We use Amazon SNS, a fully managed notification service to send messages via email reliably and securely for both application-to-application and application-to-person communication. With Amazon SNS, we can notify operators and quality managers when an image is classified as anomalous or has a low-confidence inference result via SMS, mobile push, or email. Similarly, we also use Amazon SNS to notify users when a CloudWatch alarm is triggered, such as when the number of detected anomalies exceeds a predefined threshold. In this solution, we demonstrate how relevant stakeholders can receive email notifications based on anomaly detection results.

The following diagram illustrates these steps in the architecture.

Monitoring and alerting

We use CloudWatch for monitoring and observability. With CloudWatch, we can monitor image processing and anomaly detection metrics for Amazon Lookout for Vision and other services. Additionally, you can access logs generated from the Lambda function and Step Functions state machine runs, create dashboards to provide you visibility on these metrics, and create alarms and get notifications when predefined thresholds are exceeded.

The following diagram illustrates these steps in the architecture.

In the next sections, we walk you through setting up the prerequisites, deploying and testing the solution, and creating visualizations with QuickSight.


To set up prerequisites related to Amazon Lookout for Vision, refer to Setting up Amazon Lookout for Vision. Specifically, you need to set up the following:

Prepare your dataset

To prepare your dataset for model training, you can use a sample dataset, prepare a custom labeled dataset, or use a publicly available dataset.
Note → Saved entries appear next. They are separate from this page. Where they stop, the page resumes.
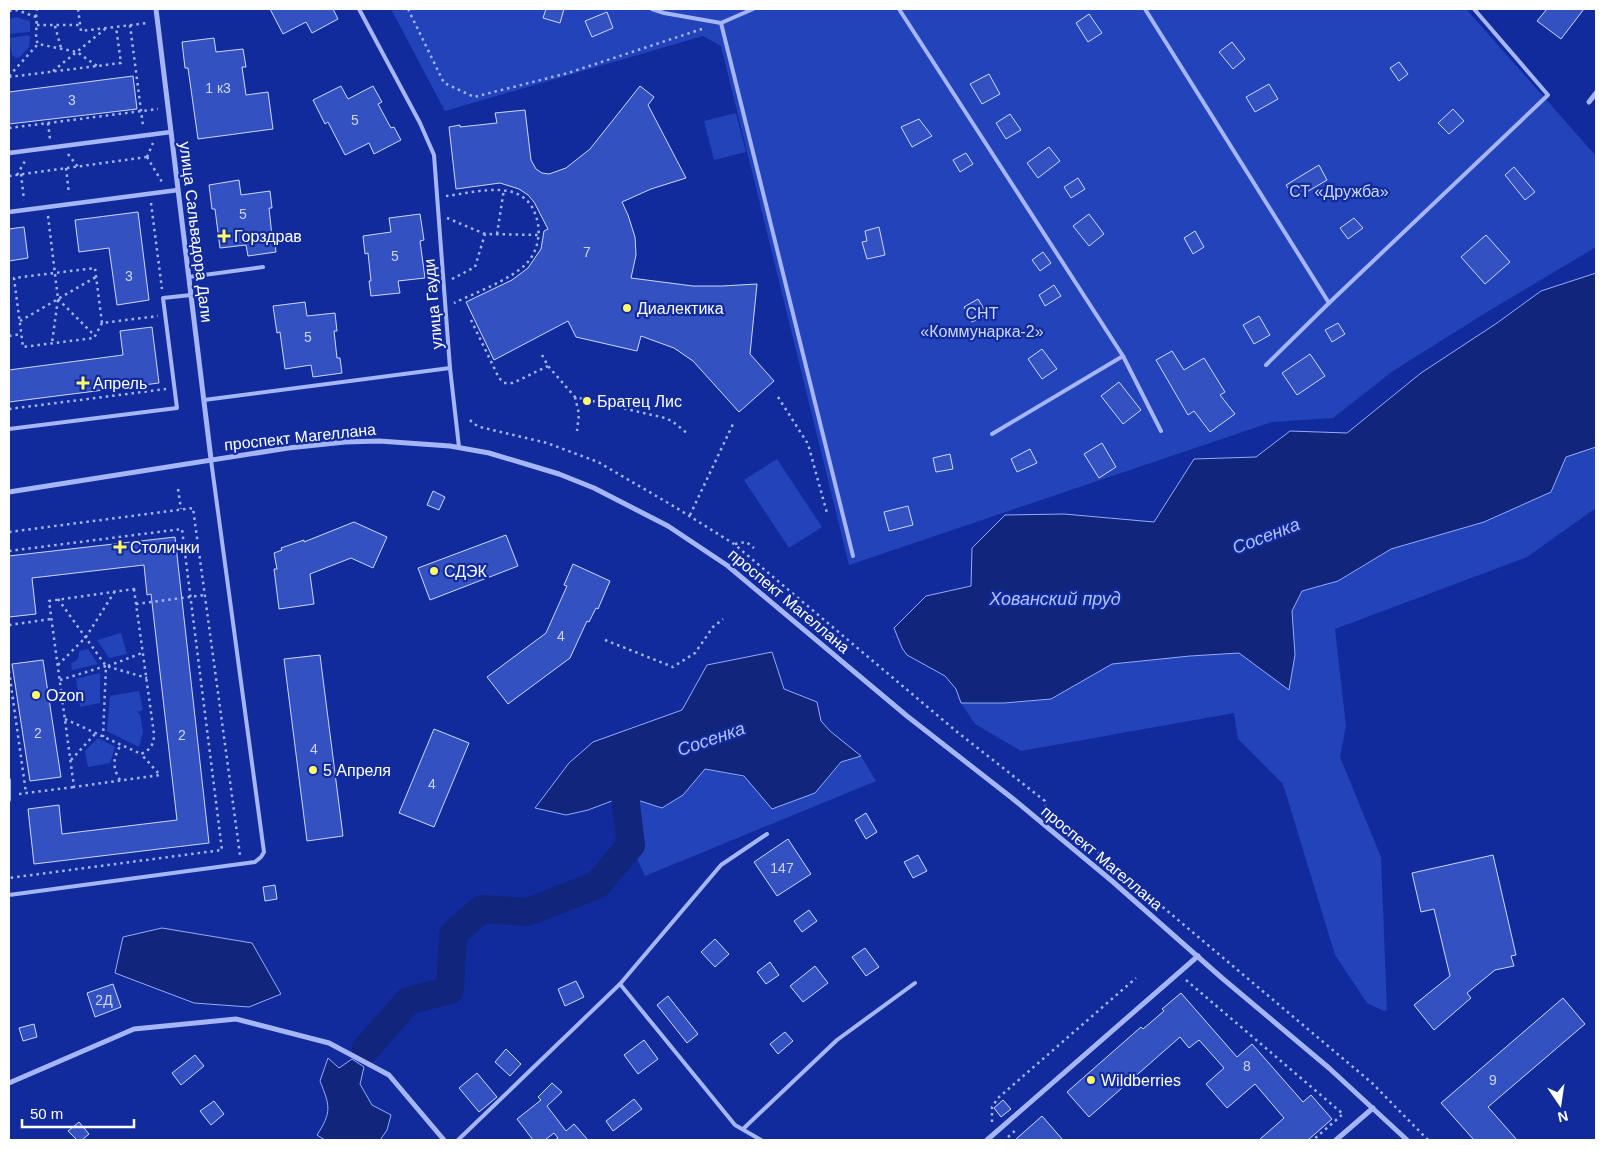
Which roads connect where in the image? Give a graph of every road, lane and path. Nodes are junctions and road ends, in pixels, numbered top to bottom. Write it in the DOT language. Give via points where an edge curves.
graph roads {
  1 [pos="37,9"];
  2 [pos="78,9"];
  3 [pos="156,9"];
  4 [pos="359,9"];
  5 [pos="408,9"];
  6 [pos="652,9"];
  7 [pos="752,9"];
  8 [pos="899,9"];
  9 [pos="1145,9"];
  10 [pos="1474,9"];
  11 [pos="14,10"];
  12 [pos="9,11"];
  13 [pos="36,17"];
  14 [pos="148,23"];
  15 [pos="721,23"];
  16 [pos="37,25"];
  17 [pos="80,25"];
  18 [pos="130,25"];
  19 [pos="55,26"];
  20 [pos="116,27"];
  21 [pos="106,28"];
  22 [pos="703,29"];
  23 [pos="38,44"];
  24 [pos="61,48"];
  25 [pos="77,52"];
  26 [pos="97,66"];
  27 [pos="52,72"];
  28 [pos="9,77"];
  29 [pos="1596,93"];
  30 [pos="1589,102"];
  31 [pos="158,109"];
  32 [pos="141,112"];
  33 [pos="48,123"];
  34 [pos="9,128"];
  35 [pos="171,132"];
  36 [pos="144,135"];
  37 [pos="51,147"];
  38 [pos="9,153"];
  39 [pos="66,168"];
  40 [pos="21,174"];
  41 [pos="9,176"];
  42 [pos="504,189"];
  43 [pos="178,190"];
  44 [pos="168,191"];
  45 [pos="150,194"];
  46 [pos="437,197"];
  47 [pos="70,204"];
  48 [pos="47,207"];
  49 [pos="26,210"];
  50 [pos="9,212"];
  51 [pos="446,218"];
  52 [pos="485,234"];
  53 [pos="496,234"];
  54 [pos="539,235"];
  55 [pos="263,267"];
  56 [pos="56,273"];
  57 [pos="96,277"];
  58 [pos="189,277"];
  59 [pos="444,282"];
  60 [pos="191,295"];
  61 [pos="163,298"];
  62 [pos="58,299"];
  63 [pos="1329,303"];
  64 [pos="446,307"];
  65 [pos="165,315"];
  66 [pos="471,320"];
  67 [pos="20,321"];
  68 [pos="102,323"];
  69 [pos="21,334"];
  70 [pos="9,336"];
  71 [pos="96,336"];
  72 [pos="52,343"];
  73 [pos="542,355"];
  74 [pos="1123,356"];
  75 [pos="1266,365"];
  76 [pos="548,366"];
  77 [pos="450,368"];
  78 [pos="174,388"];
  79 [pos="575,397"];
  80 [pos="778,397"];
  81 [pos="204,400"];
  82 [pos="9,409"];
  83 [pos="470,420"];
  84 [pos="732,424"];
  85 [pos="9,429"];
  86 [pos="577,431"];
  87 [pos="1161,431"];
  88 [pos="688,434"];
  89 [pos="992,434"];
  90 [pos="459,447"];
  91 [pos="211,459"];
  92 [pos="178,489"];
  93 [pos="9,492"];
  94 [pos="181,510"];
  95 [pos="827,513"];
  96 [pos="690,516"];
  97 [pos="9,532"];
  98 [pos="734,544"];
  99 [pos="754,548"];
  100 [pos="9,551"];
  101 [pos="853,556"];
  102 [pos="115,591"];
  103 [pos="205,595"];
  104 [pos="190,597"];
  105 [pos="58,599"];
  106 [pos="136,604"];
  107 [pos="723,618"];
  108 [pos="51,619"];
  109 [pos="9,624"];
  110 [pos="86,637"];
  111 [pos="605,640"];
  112 [pos="143,652"];
  113 [pos="58,665"];
  114 [pos="106,666"];
  115 [pos="9,671"];
  116 [pos="147,678"];
  117 [pos="60,680"];
  118 [pos="65,720"];
  119 [pos="96,733"];
  120 [pos="103,737"];
  121 [pos="121,745"];
  122 [pos="141,754"];
  123 [pos="71,761"];
  124 [pos="9,780"];
  125 [pos="120,780"];
  126 [pos="74,787"];
  127 [pos="26,793"];
  128 [pos="9,796"];
  129 [pos="9,800"];
  130 [pos="767,834"];
  131 [pos="241,864"];
  132 [pos="9,878"];
  133 [pos="9,895"];
  134 [pos="1198,956"];
  135 [pos="1178,973"];
  136 [pos="1136,978"];
  137 [pos="915,983"];
  138 [pos="620,984"];
  139 [pos="9,1083"];
  140 [pos="1373,1108"];
  141 [pos="743,1129"];
  142 [pos="996,1133"];
  143 [pos="444,1140"];
  144 [pos="458,1140"];
  145 [pos="761,1140"];
  146 [pos="987,1140"];
  147 [pos="1313,1140"];
  148 [pos="1336,1140"];
  149 [pos="1407,1140"];
  150 [pos="1428,1140"];
  1 -- 13 [label="path"];
  2 -- 17 [label="path"];
  3 -- 35 [label="street, улица Сальвадора Дали"];
  4 -- 46 [label="lane, улица Гауди" via="434,155"];
  5 -- 22 [label="path" via="444,83 474,98 568,73"];
  6 -- 15 [label="lane"];
  7 -- 15 [label="lane"];
  8 -- 74 [label="lane"];
  9 -- 63 [label="lane"];
  10 -- 63 [label="lane" via="1548,95"];
  11 -- 12 [label="path"];
  11 -- 13 [label="path"];
  13 -- 16 [label="path"];
  14 -- 18 [label="path"];
  15 -- 101 [label="lane"];
  16 -- 19 [label="path"];
  16 -- 23 [label="path"];
  17 -- 19 [label="path"];
  17 -- 21 [label="path" via="81,31"];
  18 -- 20 [label="path"];
  18 -- 32 [label="path"];
  19 -- 24 [label="path"];
  20 -- 21 [label="path"];
  20 -- 26 [label="path" via="121,63"];
  21 -- 25 [label="path"];
  23 -- 24 [label="path"];
  23 -- 28 [label="path"];
  24 -- 25 [label="path"];
  25 -- 26 [label="path"];
  25 -- 27 [label="path"];
  26 -- 27 [label="path"];
  27 -- 28 [label="path"];
  29 -- 30 [label="street"];
  31 -- 32 [label="path"];
  32 -- 33 [label="path"];
  32 -- 36 [label="path"];
  33 -- 34 [label="path"];
  33 -- 37 [label="path"];
  35 -- 36 [label="street"];
  35 -- 43 [label="street, улица Сальвадора Дали"];
  36 -- 37 [label="street"];
  37 -- 38 [label="street"];
  39 -- 40 [label="path"];
  39 -- 44 [label="path" via="147,158"];
  39 -- 47 [label="path"];
  40 -- 41 [label="path"];
  40 -- 49 [label="path"];
  42 -- 46 [label="path"];
  42 -- 53 [label="path"];
  42 -- 54 [label="path" via="515,192 531,207"];
  43 -- 44 [label="street"];
  43 -- 58 [label="street, улица Сальвадора Дали"];
  44 -- 45 [label="street"];
  45 -- 47 [label="street"];
  45 -- 61 [label="path"];
  46 -- 59 [label="lane, улица Гауди"];
  47 -- 48 [label="street"];
  48 -- 49 [label="street"];
  48 -- 56 [label="path"];
  49 -- 50 [label="street"];
  51 -- 52 [label="path"];
  52 -- 53 [label="path"];
  52 -- 59 [label="path" via="475,267"];
  53 -- 54 [label="path"];
  54 -- 64 [label="path" via="532,256 521,268"];
  55 -- 58 [label="lane"];
  56 -- 57 [label="path" via="95,268"];
  56 -- 62 [label="path"];
  56 -- 67 [label="path" via="14,278"];
  57 -- 62 [label="path"];
  57 -- 68 [label="path"];
  58 -- 60 [label="street, улица Сальвадора Дали"];
  59 -- 64 [label="lane, улица Гауди"];
  60 -- 61 [label="lane"];
  60 -- 81 [label="street, улица Сальвадора Дали"];
  61 -- 65 [label="lane"];
  62 -- 67 [label="path"];
  62 -- 71 [label="path"];
  62 -- 72 [label="path"];
  63 -- 75 [label="lane"];
  64 -- 77 [label="lane, улица Гауди"];
  65 -- 68 [label="path"];
  65 -- 78 [label="lane"];
  66 -- 76 [label="path" via="504,383 513,383"];
  67 -- 69 [label="path"];
  68 -- 71 [label="path"];
  69 -- 70 [label="path"];
  69 -- 72 [label="path" via="23,347"];
  71 -- 72 [label="path"];
  73 -- 76 [label="path"];
  74 -- 87 [label="lane"];
  74 -- 89 [label="lane"];
  76 -- 79 [label="path"];
  77 -- 81 [label="lane, улица Гауди"];
  77 -- 90 [label="lane"];
  78 -- 82 [label="path"];
  78 -- 85 [label="lane" via="177,408"];
  79 -- 86 [label="path" via="579,414"];
  79 -- 88 [label="path" via="665,418"];
  80 -- 95 [label="path" via="808,444"];
  81 -- 91 [label="street, улица Сальвадора Дали"];
  83 -- 96 [label="path" via="480,427 582,455"];
  84 -- 96 [label="path"];
  90 -- 91 [label="street, проспект Магеллана" via="414,442 345,442"];
  90 -- 134 [label="street, проспект Магеллана" via="559,474 634,507 706,550 1012,798"];
  91 -- 93 [label="street, проспект Магеллана"];
  91 -- 131 [label="lane" via="264,844 261,857"];
  92 -- 94 [label="path"];
  94 -- 97 [label="path"];
  94 -- 103 [label="path" via="193,508"];
  96 -- 98 [label="path"];
  98 -- 99 [label="path" via="746,542"];
  98 -- 150 [label="path" via="956,731 1045,801 1046,808 1058,820 1372,1083"];
  100 -- 104 [label="path" via="182,529"];
  102 -- 105 [label="path"];
  102 -- 106 [label="path" via="134,589"];
  102 -- 110 [label="path"];
  103 -- 104 [label="path"];
  103 -- 131 [label="path"];
  104 -- 106 [label="path"];
  104 -- 132 [label="path" via="222,850"];
  105 -- 108 [label="path" via="49,600"];
  105 -- 110 [label="path"];
  106 -- 112 [label="path"];
  107 -- 111 [label="path" via="695,653 673,667"];
  108 -- 109 [label="path"];
  108 -- 113 [label="path"];
  110 -- 113 [label="path"];
  110 -- 114 [label="path"];
  112 -- 114 [label="path"];
  112 -- 116 [label="path"];
  113 -- 117 [label="path"];
  114 -- 116 [label="path"];
  114 -- 117 [label="path"];
  114 -- 120 [label="path"];
  115 -- 127 [label="path"];
  116 -- 122 [label="path" via="154,740 148,751"];
  117 -- 118 [label="path"];
  118 -- 119 [label="path"];
  118 -- 123 [label="path"];
  119 -- 120 [label="path"];
  119 -- 123 [label="path"];
  120 -- 121 [label="path"];
  121 -- 122 [label="path"];
  121 -- 125 [label="path" via="114,763"];
  122 -- 125 [label="path" via="160,775"];
  123 -- 126 [label="path"];
  124 -- 128 [label="lane"];
  125 -- 126 [label="path"];
  126 -- 127 [label="path"];
  127 -- 128 [label="path"];
  128 -- 129 [label="lane"];
  130 -- 138 [label="lane" via="721,865"];
  131 -- 133 [label="lane"];
  134 -- 135 [label="street"];
  134 -- 140 [label="street, проспект Магеллана"];
  135 -- 142 [label="street"];
  135 -- 147 [label="path" via="1343,1114"];
  136 -- 142 [label="path" via="998,1098 991,1115"];
  137 -- 141 [label="lane" via="837,1040"];
  138 -- 141 [label="lane" via="735,1125"];
  138 -- 144 [label="lane"];
  139 -- 143 [label="street" via="134,1029 236,1019 329,1043 389,1075"];
  140 -- 148 [label="street"];
  140 -- 149 [label="street, проспект Магеллана"];
  141 -- 145 [label="lane"];
  142 -- 146 [label="street"];
}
A sample dataset is available in the repository located at ../resources/circuitboard/. Run the following command after updating the details of your S3 bucket (which you created earlier) to upload the images for training the model in Amazon Lookout for Vision:

>aws s3 cp –recursive your-repository-folder/resources/circuitboard s3://your-lookout-for-vision-bucket/custom-dataset/circuitboard/

For more information, see Step 8: (Optional) Prepare example images.

After the dataset is uploaded, you can start with project creation and model training via the Amazon Lookout for Vision console.

To prepare a custom labeled dataset, you first gather and preprocess the images, then divide the dataset into training and testing data.

For this post, we use the third option, and use a dataset from a public repository. The dataset we use is a subset of the “casting product image data for quality inspection” dataset from Kaggle. It contains labeled images of anomalous and normal metal casting products. These are 300 x 300 pixel grey-scaled images and in all images, augmentation has already been applied. To follow along with this post, you can download the dataset from Kaggle, extract the data, and move the image files so that the resulting folder structure resembles the following screenshot.

The subfolders in metal-casting-defects are as follows:

  • extra_images – Images you can use to test inference
  • test – Images you can use in a test dataset
  • train – Images you can use in a training dataset

After you set up the folder structure, run the following command via the AWS CLI to upload the dataset to Amazon S3:

>aws s3 cp –recursive your-repository-folder/resources/metal-casting-defects s3://your-lookout-for-vision-bucket/custom-dataset/metal-casting-defects/

The following screenshot illustrates the folder structure in the S3 bucket after the images are successfully uploaded.

Create a project and dataset in Amazon Lookout for Vision

In this section, we walk you through the steps for setting up an Amazon Lookout for Vision project and a dataset to train a model for anomaly detection. For more information, see Getting Started with the Amazon Lookout for Vision console or watch the videos available on Amazon Lookout for Vision Resources.

  1. On the Amazon Lookout for Vision console, choose Create project.

  1. Create a project called metal-casting-defects.
  2. On the project details page, choose Create dataset.

  1. Select Create a training dataset and a test dataset.

  1. Select Import Images from S3.

  1. Choose Copy S3 URI to get the S3 URI from the bucket created previously and append the appropriate folder name (train/ or test/).

  1. Ensure that Automatically attach labels to images based on the folder name is selected.

  1. After the configuration details are complete for the training and test dataset, choose Create dataset.

Train the model

When the dataset has been imported, you can start the model training using the default settings.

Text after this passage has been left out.